Another week, another beloved film from the eighties reaches yet another cinematic milestone. It feels slightly odd celebrating the 30th anniversary of Die Hard in the middle of a scorching July, given how the film has grown into a perennial Yuletide favourite in those years since its release. But regardless of the film’s Xmas setting, it was that summer month way back in 1988 which heralded a new action hero – in the form of budding A-lister and small-screen romantic lead, Bruce Willis – who wasn’t an indestructible and heavily tooled-up muscleman, intent on taking down multiple bad guys in a burst of seemingly limitless ammunition.
Before John McClane’s barefooted fight for survival as he outwits a gang of ruthless terrorists in the Nakatomi Plaza, that decade traded mostly in the patriotic kick-ass Reaganite philosophy, where the likes of Stallone, Schwarzenegger and Chuck Norris were either kicking ass and taking names on home turf or in the hostile land of their enemies. It took a normal everyday cop in the right place at the wrong time to not only reinvigorate the action genre, but remind audiences that their heroes didn’t need a clearly-defined six-pack to save the day. Die Hard paved the way for the likes of Keanu Reeves in Speed (one of the many films to reconfigure the Die Hard formula), Nicholas Cage’s brief and somewhat unlikely tenure as go-to Hollywood action hero, and ultimately the path of government-sanctioned assassin turned fugitive, Jason Bourne.

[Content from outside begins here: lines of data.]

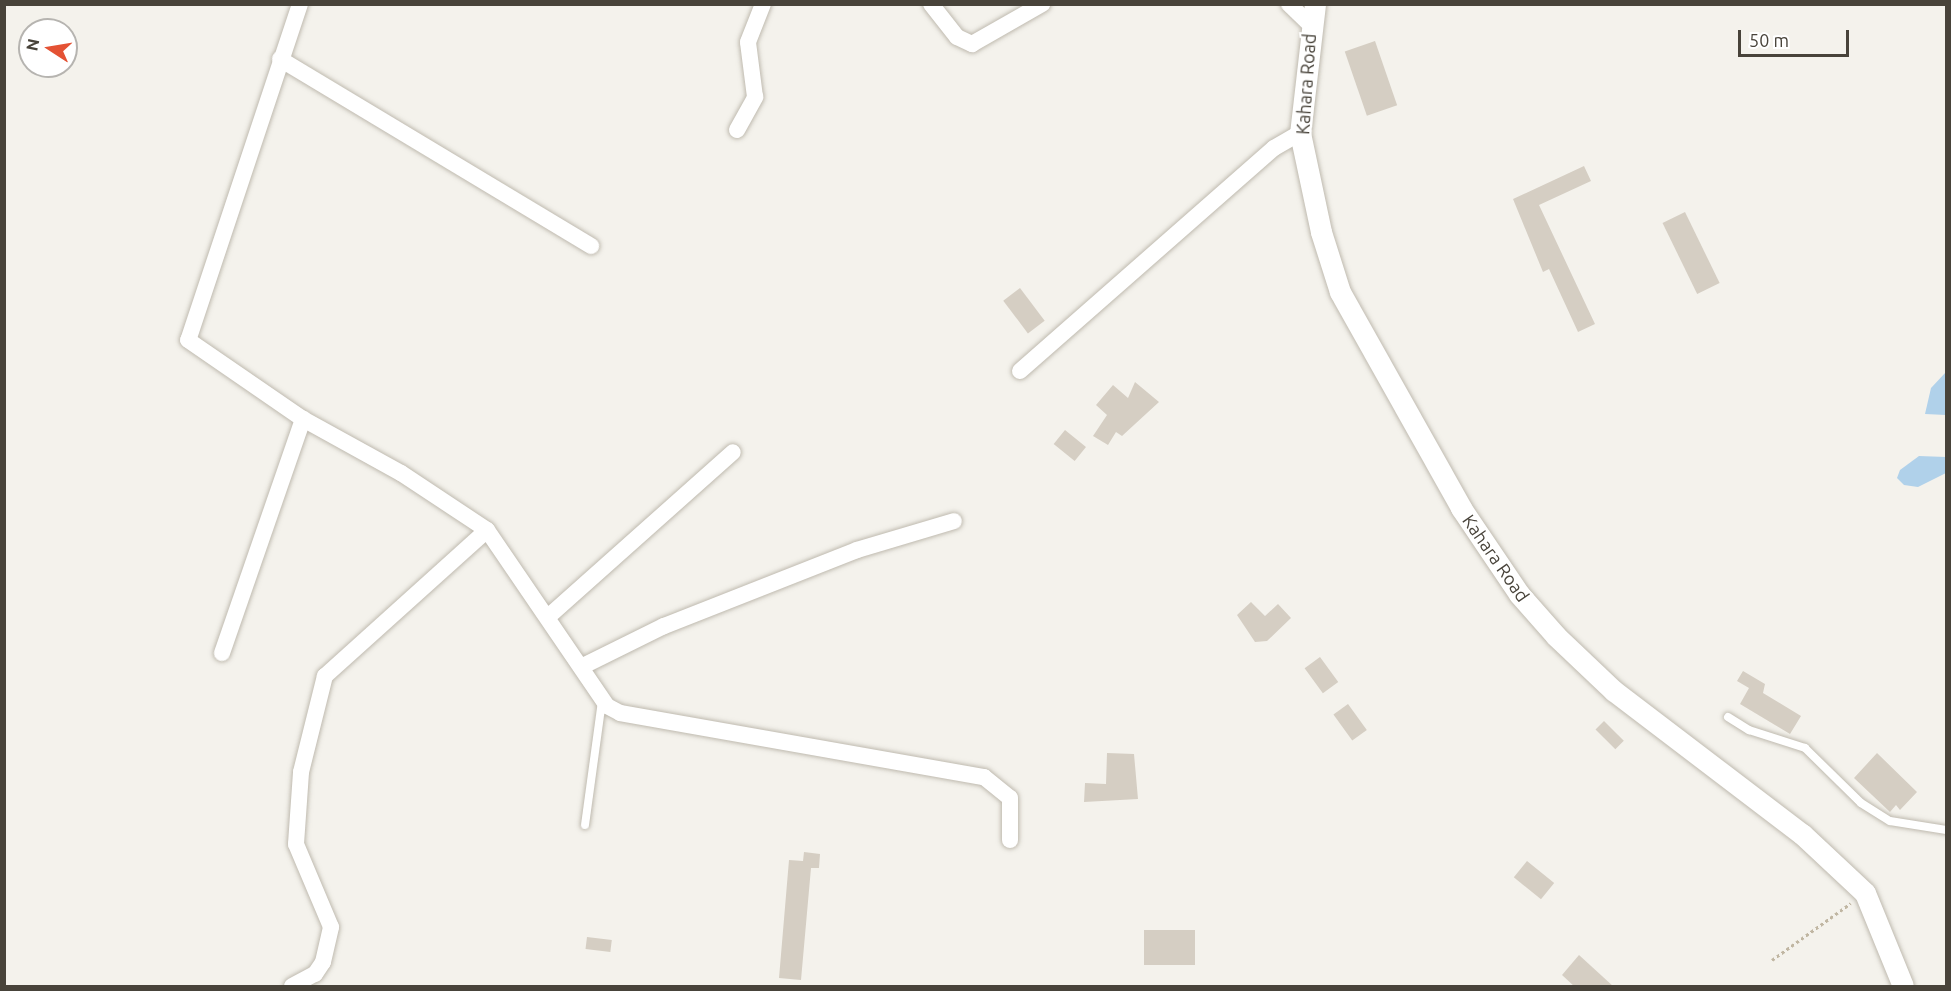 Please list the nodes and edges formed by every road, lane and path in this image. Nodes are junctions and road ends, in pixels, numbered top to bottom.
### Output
1 (300, 4) edge
2 (764, 4) edge
3 (931, 4) edge
4 (1042, 4) edge
5 (1289, 4) edge
6 (1313, 14) edge
7 (280, 59) junction
8 (737, 130) dead end
9 (1300, 133) junction
10 (591, 246) dead end
11 (1020, 371) dead end
12 (303, 419) junction
13 (734, 452) dead end
14 (954, 521) dead end
15 (487, 530) junction
16 (549, 616) junction
17 (222, 653) dead end
18 (581, 667) junction
19 (603, 700) junction
20 (1728, 717) dead end
21 (585, 825) dead end
22 (1947, 830) edge
23 (1010, 840) dead end
24 (1865, 893) junction
25 (1772, 960) dead end
26 (292, 987) edge
27 (1903, 987) edge

1 - 7 street
2 - 8 street
3 - 4 street
5 - 6 street
6 - 9 street, Kahara Road
7 - 10 street
7 - 12 street
9 - 11 street
9 - 24 street, Kahara Road
12 - 15 street
12 - 17 street
13 - 16 street
14 - 18 street
15 - 16 street
15 - 26 street
16 - 18 street
18 - 19 street
19 - 21 lane
19 - 23 street
20 - 22 lane
24 - 25 path
24 - 27 street, Kahara Road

Tapping into the hero’s vulnerability and stripping him of almost anything which would be of aid (including, in a perfect piece of foreshadowing, even his shoes) might look like a simple narrative device in a modern cinematic landscape. In 1988 however, not only did it give audiences that new persona to root for, but it increased the emotional stakes tenfold. Now a five film series, watching Willis stray from the original’s everyman conceit with each subsequent film, and witnessing that physically-improbable, digitally-aided carnage, only makes you yearn more for the (semi)grounded exploits in the first film.

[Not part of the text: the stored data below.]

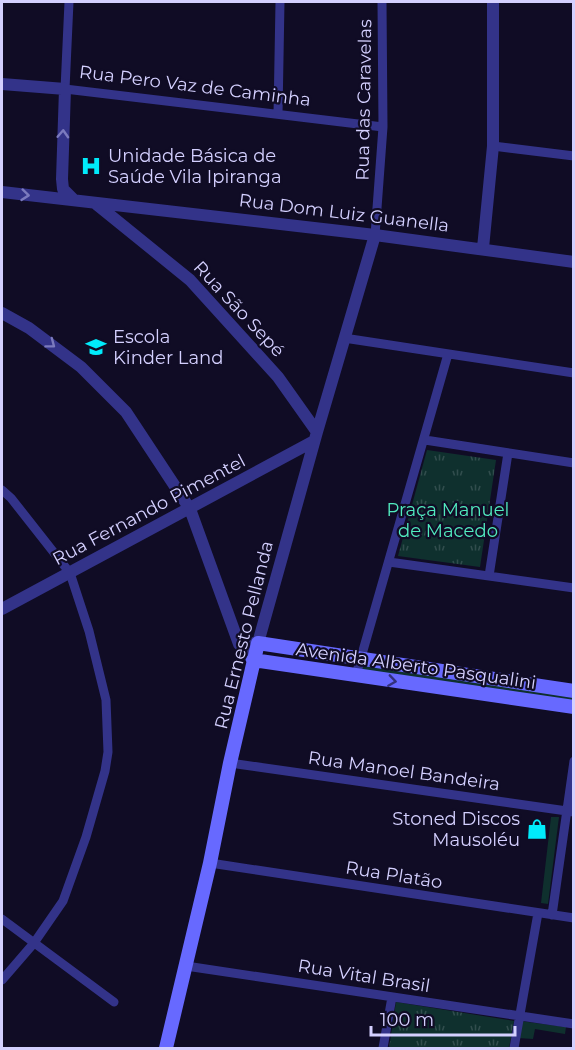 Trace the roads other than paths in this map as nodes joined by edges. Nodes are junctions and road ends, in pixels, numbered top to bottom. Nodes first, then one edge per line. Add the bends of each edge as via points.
1 (69, 2) edge
2 (280, 2) edge
3 (382, 2) edge
4 (493, 2) edge
5 (2, 84) edge
6 (66, 89) junction
7 (278, 114) junction
8 (383, 127) junction
9 (493, 146) junction
10 (573, 156) edge
11 (62, 179) junction
12 (2, 192) edge
13 (48, 198) junction
14 (74, 200) junction
15 (94, 202) junction
16 (375, 235) junction
17 (483, 248) junction
18 (573, 262) edge
19 (2, 313) edge
20 (344, 338) junction
21 (448, 354) junction
22 (573, 373) edge
23 (315, 436) junction
24 (424, 440) junction
25 (508, 453) junction
26 (573, 463) edge
27 (2, 490) edge
28 (190, 509) junction
29 (389, 562) junction
30 (70, 573) junction
31 (489, 576) junction
32 (573, 588) edge
33 (2, 609) edge
34 (258, 643) junction
35 (239, 644) junction
36 (361, 658) junction
37 (253, 660) junction
38 (356, 675) junction
39 (573, 691) edge
40 (573, 707) edge
41 (573, 761) edge
42 (230, 763) junction
43 (570, 812) edge
44 (210, 863) junction
45 (538, 913) junction
46 (552, 915) junction
47 (573, 918) edge
48 (2, 919) edge
49 (34, 943) junction
50 (186, 966) junction
51 (2, 980) edge
52 (392, 997) junction
53 (114, 1002) dead end
54 (519, 1016) junction
55 (573, 1024) edge
56 (166, 1048) edge
57 (383, 1048) edge
58 (514, 1048) edge

1 - 6 street
2 - 7 street
3 - 8 street, Rua das Caravelas
4 - 9 street
5 - 6 street, Rua Pero Vaz de Caminha
6 - 7 street, Rua Pero Vaz de Caminha
11 -> 6 street
7 - 8 street, Rua Pero Vaz de Caminha
8 - 16 street, Rua das Caravelas
9 - 10 street
9 - 17 street
11 - 13 street
11 - 14 street via 63,189
12 -> 13 street, Rua Dom Luiz Guanella
13 - 14 street, Rua Dom Luiz Guanella
14 - 15 street, Rua Dom Luiz Guanella
15 - 16 street, Rua Dom Luiz Guanella
15 - 23 street, Rua São Sepé via 190,280 278,377
16 - 17 street, Rua Dom Luiz Guanella
16 - 20 street, Rua Ernesto Pellanda
17 - 18 street, Rua Dom Luiz Guanella
19 -> 28 street via 81,367 126,412
20 - 21 street
20 - 23 street, Rua Ernesto Pellanda
21 - 22 street
21 - 24 street
23 - 28 street, Rua Fernando Pimentel
23 - 34 street, Rua Ernesto Pellanda
24 - 25 street
24 - 29 street
25 - 26 street
25 - 31 street
27 - 30 street
28 - 30 street, Rua Fernando Pimentel
28 - 35 street
29 - 31 street
29 - 36 street
30 - 33 street, Rua Fernando Pimentel
30 - 49 street via 106,700 108,752 86,837 63,901
31 - 32 street
34 - 35 street
34 - 36 main road, Avenida Alberto Pasqualini
34 - 37 main road, Rua Ernesto Pellanda
35 - 37 street
36 - 38 street
36 - 39 main road, Avenida Alberto Pasqualini
37 - 38 main road, Avenida Alberto Pasqualini
37 - 42 main road, Rua Ernesto Pellanda
38 -> 40 main road, Avenida Alberto Pasqualini
41 - 43 street
42 - 43 street, Rua Manoel Bandeira
42 - 44 main road, Rua Ernesto Pellanda
43 - 46 street
44 - 45 street, Rua Platão
44 - 50 main road, Rua Ernesto Pellanda
45 - 46 street, Rua Platão
45 - 54 street
46 - 47 street, Rua Platão
48 - 49 street
49 - 51 street
49 - 53 street
50 - 52 street, Rua Vital Brasil
50 - 56 main road, Rua Ernesto Pellanda
52 - 54 street, Rua Vital Brasil
52 - 57 street
54 - 55 street, Rua Vital Brasil
54 - 58 street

That’s not to say Die Hard is perfect. It’s stuffed with too many peripheral characters who ultimately add little to the mix other than some brief comedic one-liners and throwing up a couple of obstacles for McClane to swerve. But held up against the contemporary Hollywood action features with their over-reliance on CGI and improbable superhuman physical feats, Die Hard is not only a gripping, beautifully dialled-down thriller, but rightfully remains a cinematic landmark. How many other action films have spawned such a vast array of copycat premises that they could almost be categorised in their own hefty sub-genre?